> What you need to do: When you reach the line containing "Give bounding boxes", repeat it and every line after it exactly, stopping only at the end of the listing.

*** Exercise materials ***

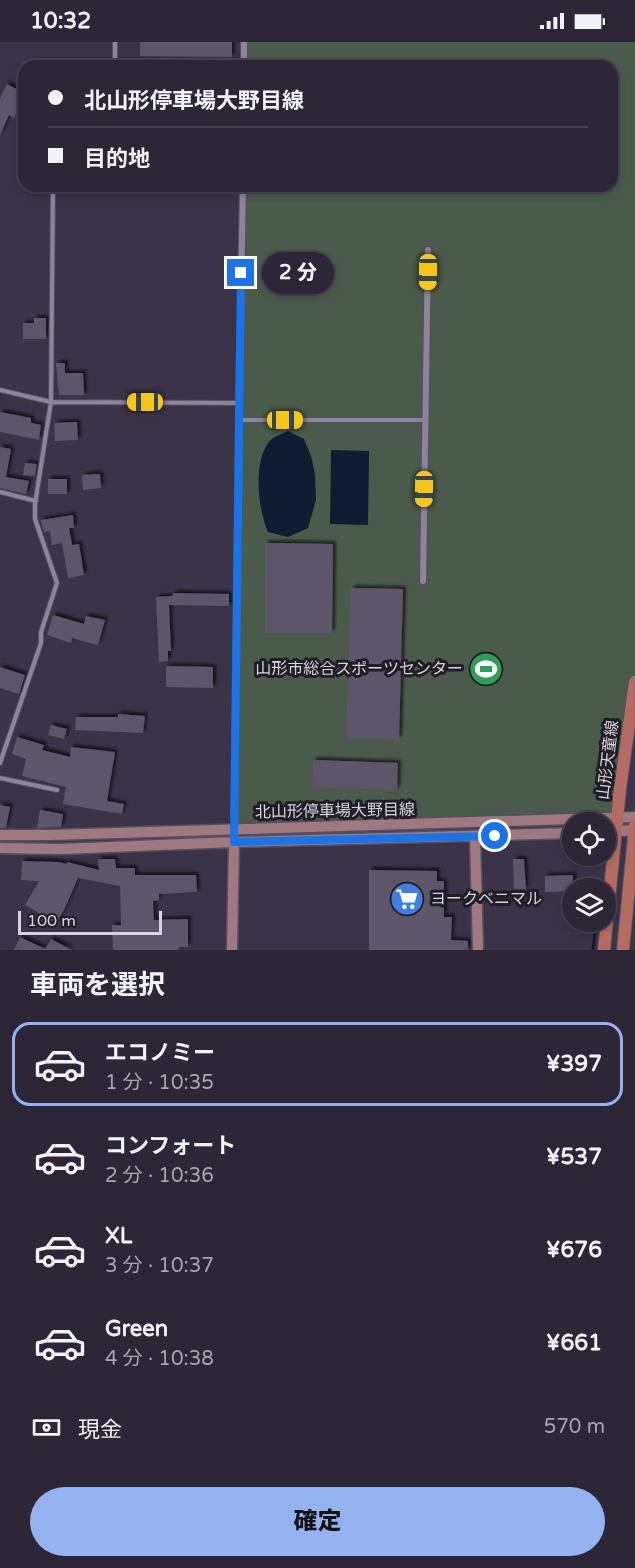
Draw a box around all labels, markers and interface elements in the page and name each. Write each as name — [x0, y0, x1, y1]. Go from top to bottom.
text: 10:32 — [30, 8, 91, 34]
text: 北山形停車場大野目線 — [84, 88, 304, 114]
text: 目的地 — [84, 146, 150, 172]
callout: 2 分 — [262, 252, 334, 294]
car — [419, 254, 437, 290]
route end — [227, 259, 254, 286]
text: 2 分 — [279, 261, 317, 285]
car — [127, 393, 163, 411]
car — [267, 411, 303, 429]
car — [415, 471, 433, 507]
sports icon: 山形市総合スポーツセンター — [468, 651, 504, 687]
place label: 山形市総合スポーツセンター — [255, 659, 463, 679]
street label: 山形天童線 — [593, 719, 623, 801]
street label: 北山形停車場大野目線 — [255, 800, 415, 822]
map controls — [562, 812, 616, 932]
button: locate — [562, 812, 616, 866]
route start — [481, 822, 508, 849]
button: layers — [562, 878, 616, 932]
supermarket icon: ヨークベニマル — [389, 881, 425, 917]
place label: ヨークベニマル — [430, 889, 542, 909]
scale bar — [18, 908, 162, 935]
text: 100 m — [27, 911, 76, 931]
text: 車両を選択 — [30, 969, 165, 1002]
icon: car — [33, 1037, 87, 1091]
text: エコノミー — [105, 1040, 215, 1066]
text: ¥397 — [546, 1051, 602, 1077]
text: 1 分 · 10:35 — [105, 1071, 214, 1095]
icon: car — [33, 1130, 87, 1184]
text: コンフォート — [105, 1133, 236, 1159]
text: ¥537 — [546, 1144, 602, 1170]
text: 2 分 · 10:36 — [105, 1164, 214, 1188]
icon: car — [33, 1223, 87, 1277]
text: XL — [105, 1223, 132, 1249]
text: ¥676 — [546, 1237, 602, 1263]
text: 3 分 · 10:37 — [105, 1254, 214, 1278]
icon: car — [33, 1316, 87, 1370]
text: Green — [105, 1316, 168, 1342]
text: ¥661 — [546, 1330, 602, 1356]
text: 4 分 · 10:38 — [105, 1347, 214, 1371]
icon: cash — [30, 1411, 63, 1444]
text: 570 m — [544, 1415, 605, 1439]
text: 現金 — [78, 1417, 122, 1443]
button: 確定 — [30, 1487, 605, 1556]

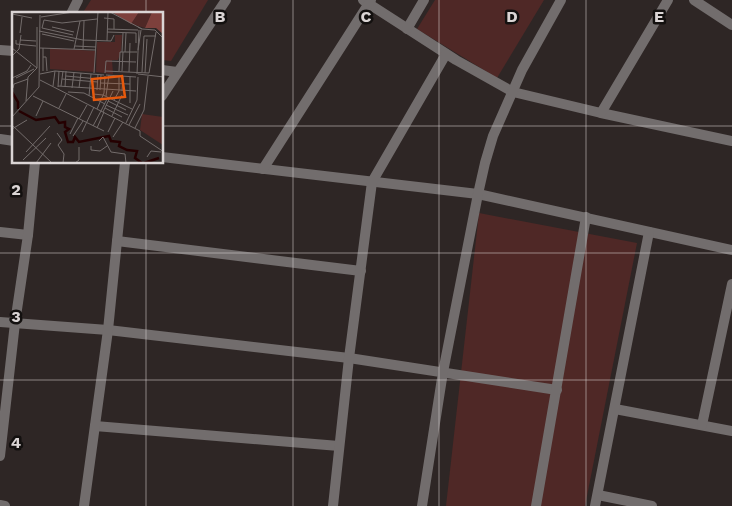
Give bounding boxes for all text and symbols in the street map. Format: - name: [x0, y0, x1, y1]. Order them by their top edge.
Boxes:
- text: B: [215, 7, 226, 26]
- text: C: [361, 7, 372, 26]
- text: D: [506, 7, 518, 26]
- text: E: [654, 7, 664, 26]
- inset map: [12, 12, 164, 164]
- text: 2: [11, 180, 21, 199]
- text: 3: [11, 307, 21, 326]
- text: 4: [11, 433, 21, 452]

*** End of Exercise materials ***

> Exercise answer:
Give bounding boxes for all text and symbols in the street map. Format: - name: [x0, y0, x1, y1]. Order them by their top edge.
Boxes:
- text: B: [215, 7, 226, 26]
- text: C: [361, 7, 372, 26]
- text: D: [506, 7, 518, 26]
- text: E: [654, 7, 664, 26]
- inset map: [12, 12, 164, 164]
- text: 2: [11, 180, 21, 199]
- text: 3: [11, 307, 21, 326]
- text: 4: [11, 433, 21, 452]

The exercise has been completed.